Pubblicato il 9 Luglio 2026
Foto: Ansa.it
Stop di 45 giorni e sanzione da 10 mila euro
La barca a vela “Trotamar III”, appartenente alla ong CompassCollective, è stata sottoposta a un fermo amministrativo di 45 giorni in seguito a un’operazione di soccorso effettuata il 29 giugno nella zona di ricerca e soccorso (SAR) attribuita alla Libia.
Oltre al fermo dell’imbarcazione, la Prefettura di Agrigento ha disposto il sequestro del mezzo e una sanzione amministrativa di 10 mila euro nei confronti dell’organizzazione.
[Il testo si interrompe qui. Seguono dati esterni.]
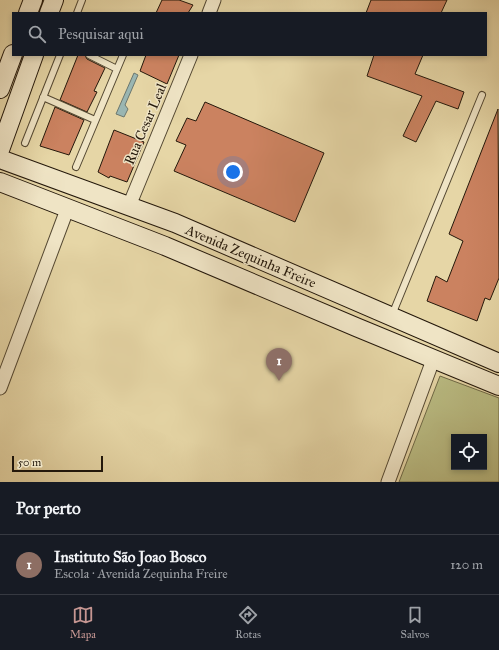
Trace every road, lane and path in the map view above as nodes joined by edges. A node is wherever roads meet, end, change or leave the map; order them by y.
1 (33, 0) edge
2 (54, 0) edge
3 (82, 0) edge
4 (214, 0) edge
5 (28, 12) edge
6 (49, 12) edge
7 (77, 12) edge
8 (209, 12) edge
9 (12, 56) edge
10 (34, 56) edge
11 (60, 56) edge
12 (91, 56) edge
13 (123, 56) edge
14 (191, 56) edge
15 (117, 68) junction
16 (0, 89) edge
17 (482, 95) dead end
18 (43, 97) junction
19 (95, 120) junction
20 (25, 143) dead end
21 (0, 150) edge
22 (0, 159) edge
23 (0, 164) edge
24 (76, 167) dead end
25 (0, 182) edge
26 (129, 206) junction
27 (68, 207) junction
28 (391, 317) junction
29 (433, 360) junction
30 (499, 363) edge
31 (499, 386) edge
32 (0, 388) edge
33 (388, 482) edge

1 - 5 main road
2 - 6 main road
3 - 7 lane
4 - 8 street
9 - 16 main road
10 - 21 main road
11 - 18 lane
12 - 15 lane
13 - 15 lane
14 - 26 street, Rua Cesar Leal
15 - 19 lane
17 - 28 lane
18 - 19 lane
18 - 20 lane
19 - 24 lane
22 - 23 main road
22 - 26 main road, Avenida Zequinha Freire
25 - 27 main road, Avenida Zequinha Freire
26 - 28 main road, Avenida Zequinha Freire
27 - 29 main road, Avenida Zequinha Freire
27 - 32 street
28 - 30 main road, Avenida Zequinha Freire
29 - 31 main road, Avenida Zequinha Freire
29 - 33 street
Il salvataggio e lo sbarco a Lampedusa
L’intervento ha consentito di mettere in salvo 25 persone che si trovavano a bordo di un gommone in difficoltà, successivamente trasferite sulla Trotamar III e fatte sbarcare nel porto di Lampedusa.
Secondo quanto riferito dalla ong, il natante stava imbarcando acqua e aveva il motore in avaria, una situazione che avrebbe rappresentato un grave pericolo per la vita dei migranti.
La posizione della ong
CompassCollective contesta il provvedimento adottato dalle autorità italiane, sostenendo che l’accusa riguarda il mancato coinvolgimento del centro di coordinamento dei soccorsi libico.
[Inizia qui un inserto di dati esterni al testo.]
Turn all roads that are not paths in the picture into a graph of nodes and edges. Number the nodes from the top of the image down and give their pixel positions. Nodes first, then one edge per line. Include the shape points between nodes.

L’organizzazione ribadisce che l’equipaggio ha deciso di intervenire per evitare il rischio di un naufragio, sottolineando che le condizioni dell’imbarcazione rendevano necessario un intervento immediato.
«La Libia non è un porto sicuro»
Il responsabile delle operazioni di soccorso, Matthias Wiedenlübbert, ha spiegato che la decisione dell’equipaggio è stata presa per tutelare la vita delle persone soccorse e il rispetto dei diritti umani.
Secondo il rappresentante della ong, la Libia non può essere considerata un luogo sicuro per lo sbarco dei migranti, richiamando le convenzioni internazionali e sostenendo che il ritorno dei naufraghi nel Paese nordafricano non fosse un’opzione praticabile.